Segment Open
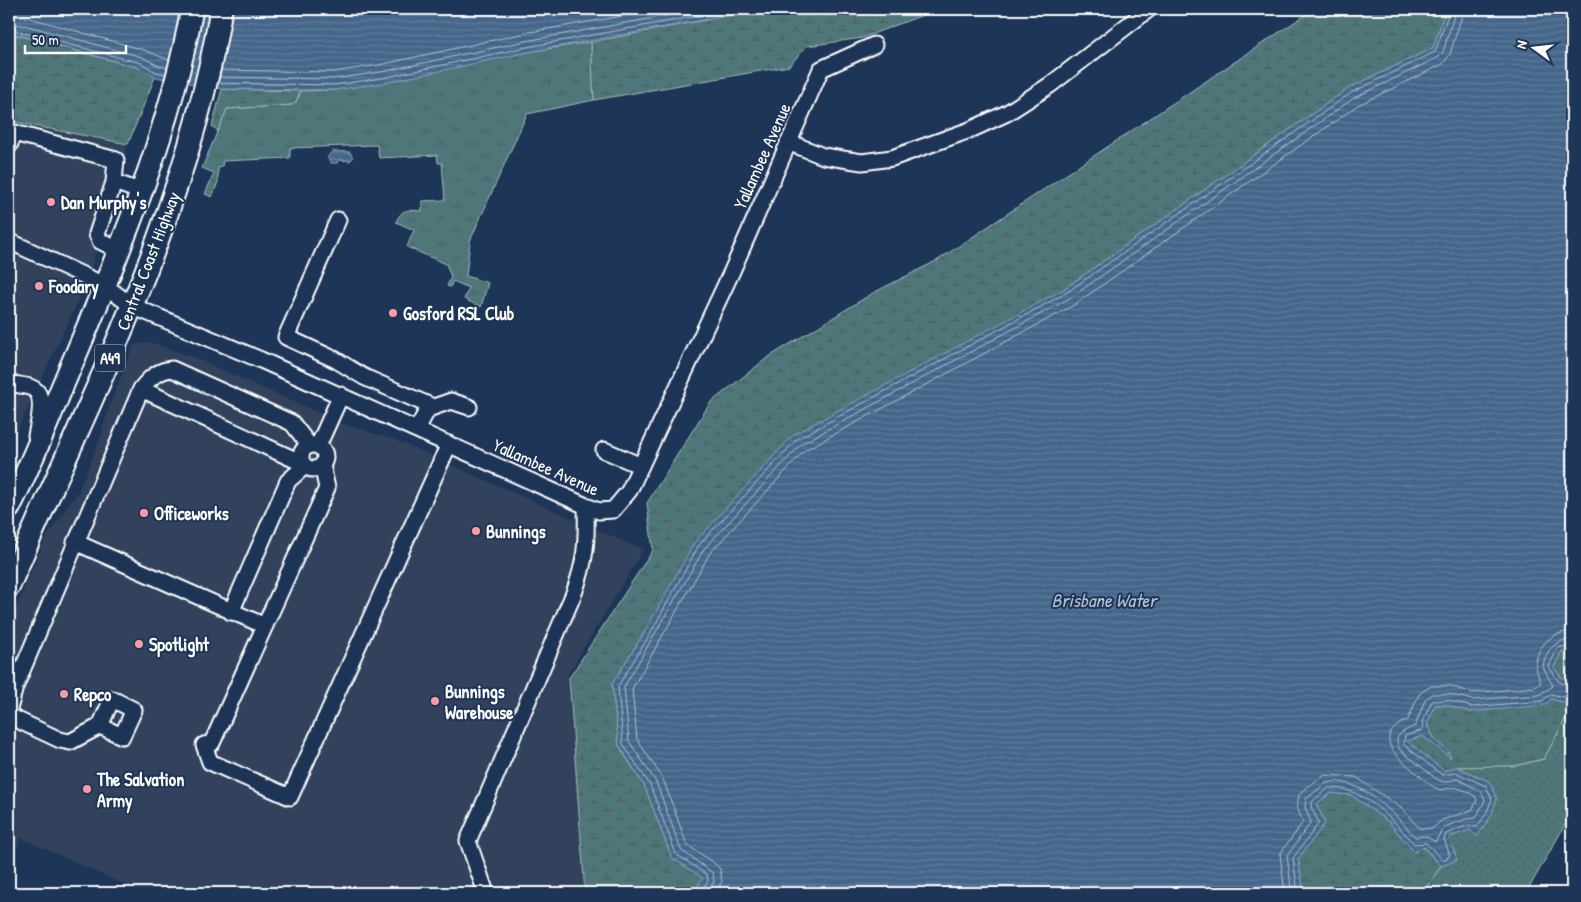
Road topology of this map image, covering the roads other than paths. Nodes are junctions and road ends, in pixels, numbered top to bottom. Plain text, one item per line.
1 (192, 9) edge
2 (220, 9) edge
3 (1148, 9) edge
4 (874, 45) dead end
5 (788, 142) junction
6 (9, 146) edge
7 (114, 182) junction
8 (142, 192) junction
9 (338, 220) dead end
10 (9, 241) edge
11 (118, 250) junction
12 (104, 285) junction
13 (132, 306) junction
14 (9, 383) edge
15 (141, 389) junction
16 (341, 396) junction
17 (433, 407) junction
18 (469, 407) dead end
19 (417, 429) junction
20 (449, 444) junction
21 (314, 446) junction
22 (35, 450) junction
23 (604, 450) dead end
24 (304, 464) junction
25 (322, 465) junction
26 (641, 466) junction
27 (586, 506) junction
28 (9, 508) edge
29 (75, 542) junction
30 (9, 586) edge
31 (231, 612) junction
32 (265, 626) junction
33 (12, 690) edge
34 (9, 709) edge
35 (9, 716) edge
36 (100, 726) dead end
37 (486, 893) edge

1 - 8 highway, Central Coast Highway / A49
2 - 13 highway, Central Coast Highway / A49
3 - 5 street
4 - 5 street, Yallambee Avenue
5 - 26 street, Yallambee Avenue
6 - 7 street
7 - 8 street
7 - 11 street
8 - 11 highway, Central Coast Highway / A49
9 - 17 street
10 - 12 street, Yallambee Avenue
11 - 12 highway, Central Coast Highway / A49
12 - 13 street, Yallambee Avenue
12 - 22 highway, Central Coast Highway / A49
13 - 16 street, Yallambee Avenue
13 - 30 highway, Central Coast Highway / A49
14 - 22 street
15 - 21 street
15 - 24 street
15 - 29 street
16 - 19 street, Yallambee Avenue
16 - 21 street
17 - 18 street
17 - 19 street
19 - 20 street, Yallambee Avenue
20 - 27 street, Yallambee Avenue
20 - 32 street
21 - 24 street
21 - 25 street
22 - 28 highway, Central Coast Highway / A49
23 - 26 street
24 - 25 street
24 - 31 street
25 - 32 street
26 - 27 street, Yallambee Avenue
27 - 37 street
29 - 31 street
29 - 33 street
31 - 32 street
33 - 34 street
35 - 36 street

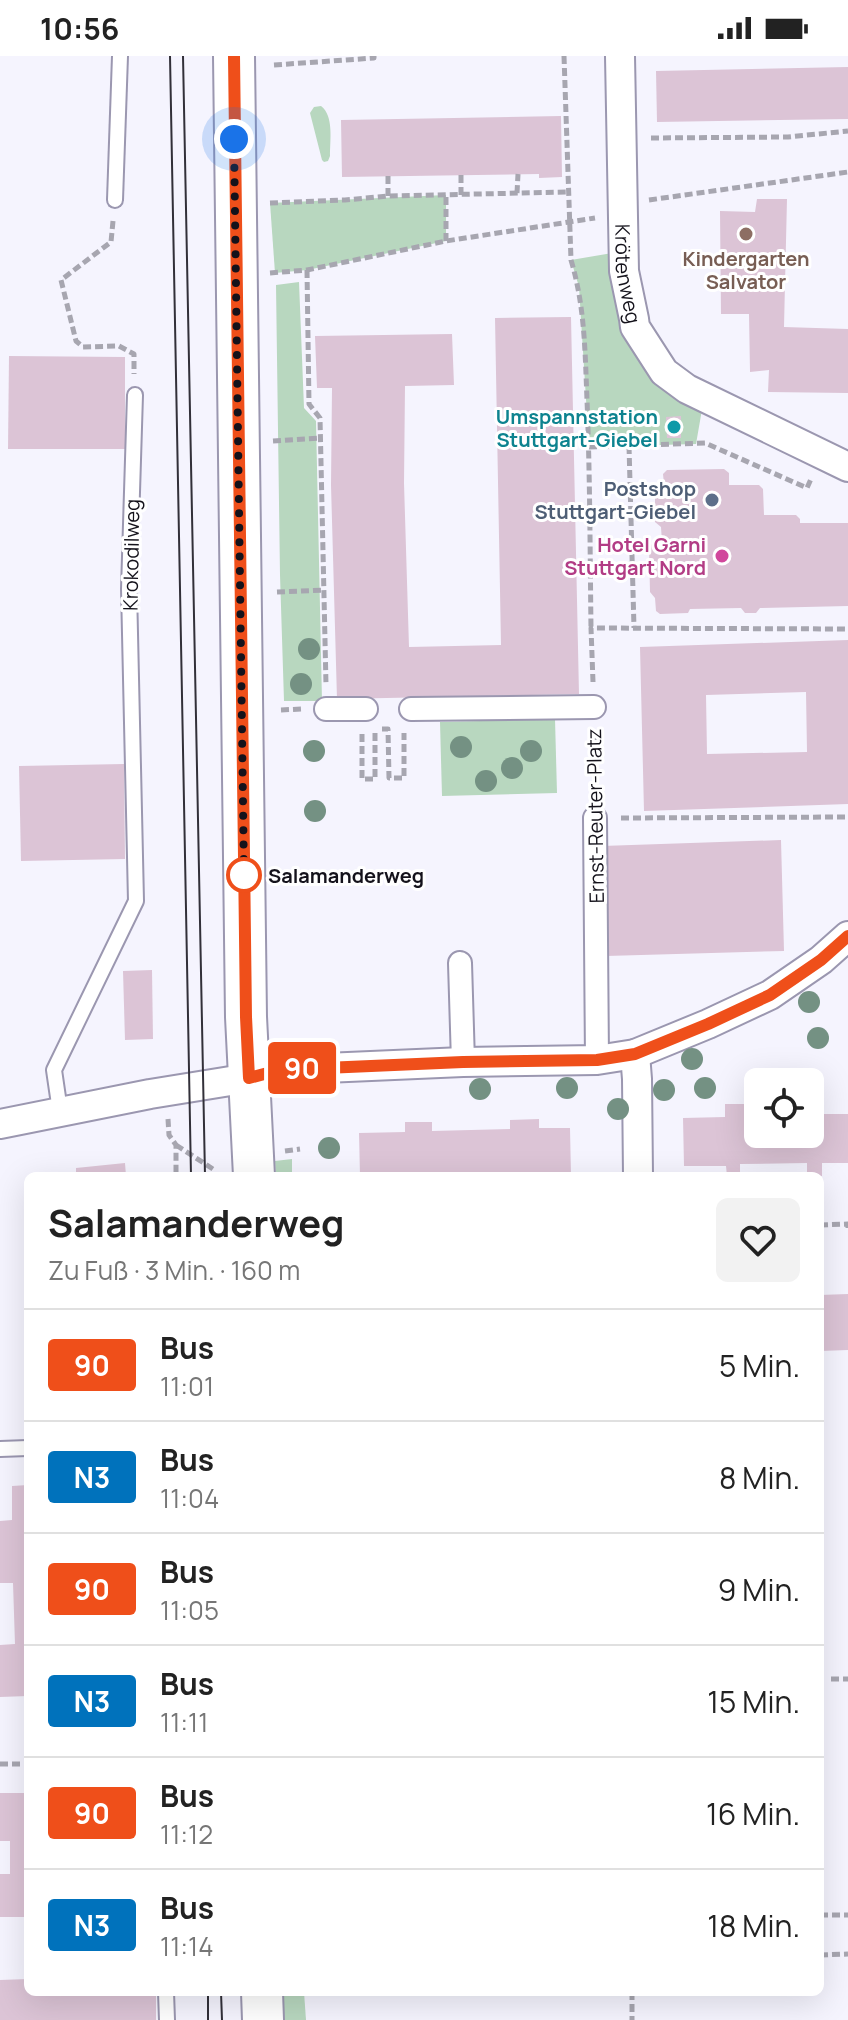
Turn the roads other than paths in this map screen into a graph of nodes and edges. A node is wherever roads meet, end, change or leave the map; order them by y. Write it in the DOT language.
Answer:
graph roads {
  1 [pos="120,56"];
  2 [pos="234,56"];
  3 [pos="620,56"];
  4 [pos="115,200"];
  5 [pos="135,395"];
  6 [pos="848,467"];
  7 [pos="594,707"];
  8 [pos="326,709"];
  9 [pos="363,709"];
  10 [pos="411,719"];
  11 [pos="595,818"];
  12 [pos="848,936"];
  13 [pos="460,963"];
  14 [pos="635,1054"];
  15 [pos="597,1060"];
  16 [pos="463,1062"];
  17 [pos="249,1078"];
  18 [pos="60,1111"];
  19 [pos="0,1124"];
  20 [pos="235,1172"];
  21 [pos="638,1172"];
  22 [pos="24,1448"];
  23 [pos="0,1449"];
  24 [pos="166,1996"];
  25 [pos="262,1996"];
  26 [pos="167,2020"];
  27 [pos="263,2020"];
  1 -- 4 [label="lane"];
  2 -- 17 [label="main road"];
  3 -- 6 [label="street, Krötenweg"];
  5 -- 18 [label="lane, Krokodilweg"];
  7 -- 10 [label="street, Ernst-Reuter-Platz"];
  8 -- 9 [label="street"];
  11 -- 15 [label="street, Ernst-Reuter-Platz"];
  12 -- 14 [label="street"];
  13 -- 16 [label="street"];
  14 -- 15 [label="street"];
  14 -- 21 [label="street"];
  15 -- 16 [label="street"];
  16 -- 17 [label="street"];
  17 -- 18 [label="street"];
  17 -- 20 [label="main road"];
  18 -- 19 [label="street"];
  22 -- 23 [label="lane"];
  24 -- 26 [label="lane"];
  25 -- 27 [label="main road"];
}
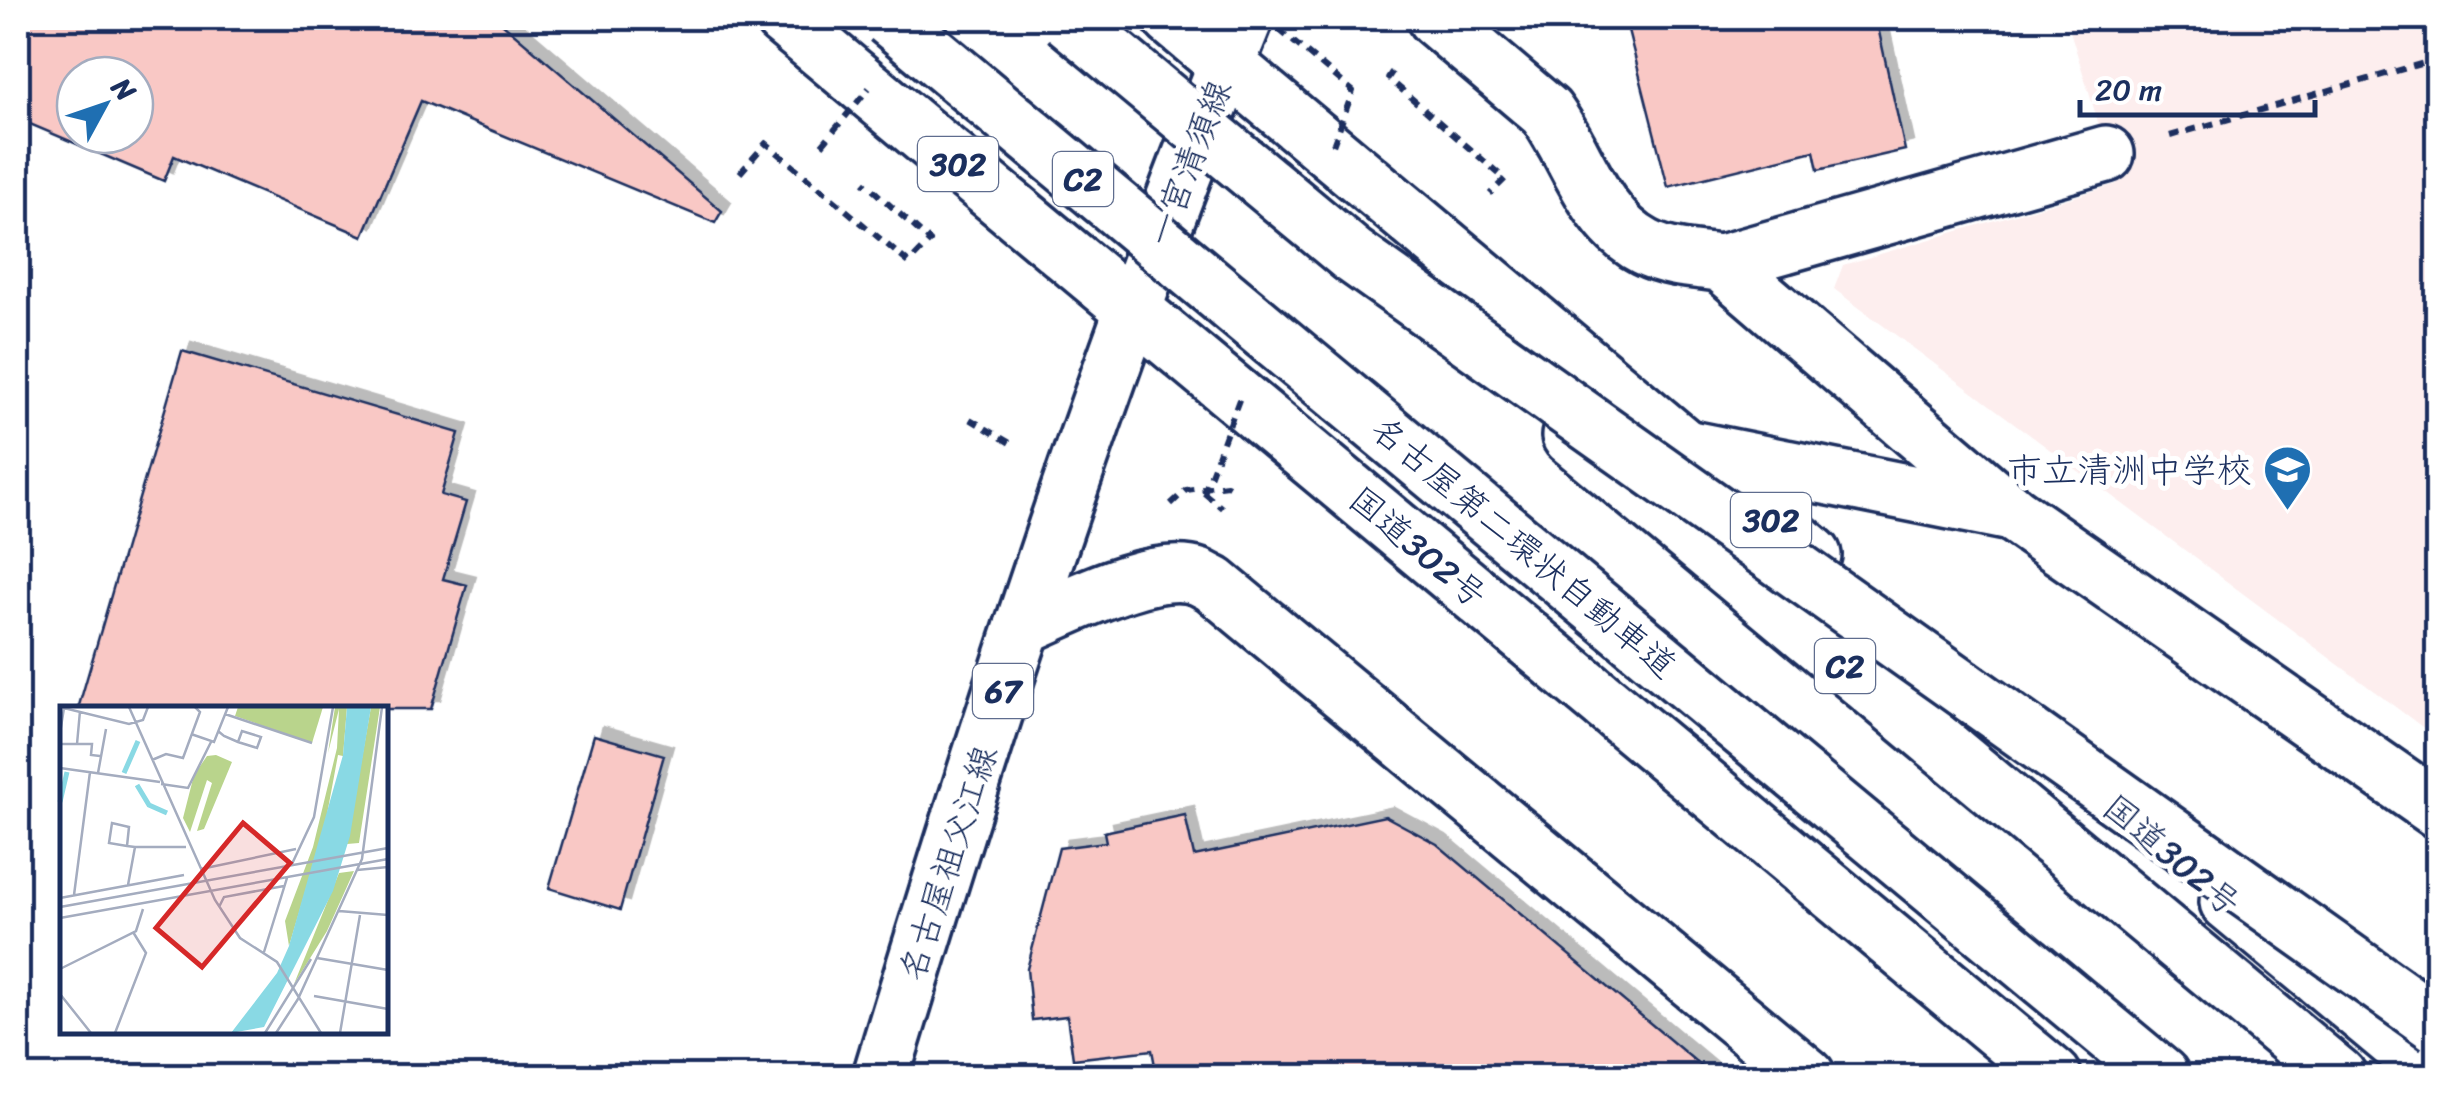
Segment Closed
Task brief: Take the whole listing above and copy it exactly. Pictures do not go into the copy.

Response to the exercise:
Road topology of this map image, covering the roads other than paths. Nodes are junctions and road ends, in pixels, numbered top to bottom. Plain text, one item per line.
1 (192, 9) edge
2 (220, 9) edge
3 (1148, 9) edge
4 (874, 45) dead end
5 (788, 142) junction
6 (9, 146) edge
7 (114, 182) junction
8 (142, 192) junction
9 (338, 220) dead end
10 (9, 241) edge
11 (118, 250) junction
12 (104, 285) junction
13 (132, 306) junction
14 (9, 383) edge
15 (141, 389) junction
16 (341, 396) junction
17 (433, 407) junction
18 (469, 407) dead end
19 (417, 429) junction
20 (449, 444) junction
21 (314, 446) junction
22 (35, 450) junction
23 (604, 450) dead end
24 (304, 464) junction
25 (322, 465) junction
26 (641, 466) junction
27 (586, 506) junction
28 (9, 508) edge
29 (75, 542) junction
30 (9, 586) edge
31 (231, 612) junction
32 (265, 626) junction
33 (12, 690) edge
34 (9, 709) edge
35 (9, 716) edge
36 (100, 726) dead end
37 (486, 893) edge

1 - 8 highway, Central Coast Highway / A49
2 - 13 highway, Central Coast Highway / A49
3 - 5 street
4 - 5 street, Yallambee Avenue
5 - 26 street, Yallambee Avenue
6 - 7 street
7 - 8 street
7 - 11 street
8 - 11 highway, Central Coast Highway / A49
9 - 17 street
10 - 12 street, Yallambee Avenue
11 - 12 highway, Central Coast Highway / A49
12 - 13 street, Yallambee Avenue
12 - 22 highway, Central Coast Highway / A49
13 - 16 street, Yallambee Avenue
13 - 30 highway, Central Coast Highway / A49
14 - 22 street
15 - 21 street
15 - 24 street
15 - 29 street
16 - 19 street, Yallambee Avenue
16 - 21 street
17 - 18 street
17 - 19 street
19 - 20 street, Yallambee Avenue
20 - 27 street, Yallambee Avenue
20 - 32 street
21 - 24 street
21 - 25 street
22 - 28 highway, Central Coast Highway / A49
23 - 26 street
24 - 25 street
24 - 31 street
25 - 32 street
26 - 27 street, Yallambee Avenue
27 - 37 street
29 - 31 street
29 - 33 street
31 - 32 street
33 - 34 street
35 - 36 street

Turn the roads other than paths in this map screen into a graph of nodes and edges. A node is wherever roads meet, end, change or leave the map; order them by y. Write it in the DOT language.
Answer:
graph roads {
  1 [pos="120,56"];
  2 [pos="234,56"];
  3 [pos="620,56"];
  4 [pos="115,200"];
  5 [pos="135,395"];
  6 [pos="848,467"];
  7 [pos="594,707"];
  8 [pos="326,709"];
  9 [pos="363,709"];
  10 [pos="411,719"];
  11 [pos="595,818"];
  12 [pos="848,936"];
  13 [pos="460,963"];
  14 [pos="635,1054"];
  15 [pos="597,1060"];
  16 [pos="463,1062"];
  17 [pos="249,1078"];
  18 [pos="60,1111"];
  19 [pos="0,1124"];
  20 [pos="235,1172"];
  21 [pos="638,1172"];
  22 [pos="24,1448"];
  23 [pos="0,1449"];
  24 [pos="166,1996"];
  25 [pos="262,1996"];
  26 [pos="167,2020"];
  27 [pos="263,2020"];
  1 -- 4 [label="lane"];
  2 -- 17 [label="main road"];
  3 -- 6 [label="street, Krötenweg"];
  5 -- 18 [label="lane, Krokodilweg"];
  7 -- 10 [label="street, Ernst-Reuter-Platz"];
  8 -- 9 [label="street"];
  11 -- 15 [label="street, Ernst-Reuter-Platz"];
  12 -- 14 [label="street"];
  13 -- 16 [label="street"];
  14 -- 15 [label="street"];
  14 -- 21 [label="street"];
  15 -- 16 [label="street"];
  16 -- 17 [label="street"];
  17 -- 18 [label="street"];
  17 -- 20 [label="main road"];
  18 -- 19 [label="street"];
  22 -- 23 [label="lane"];
  24 -- 26 [label="lane"];
  25 -- 27 [label="main road"];
}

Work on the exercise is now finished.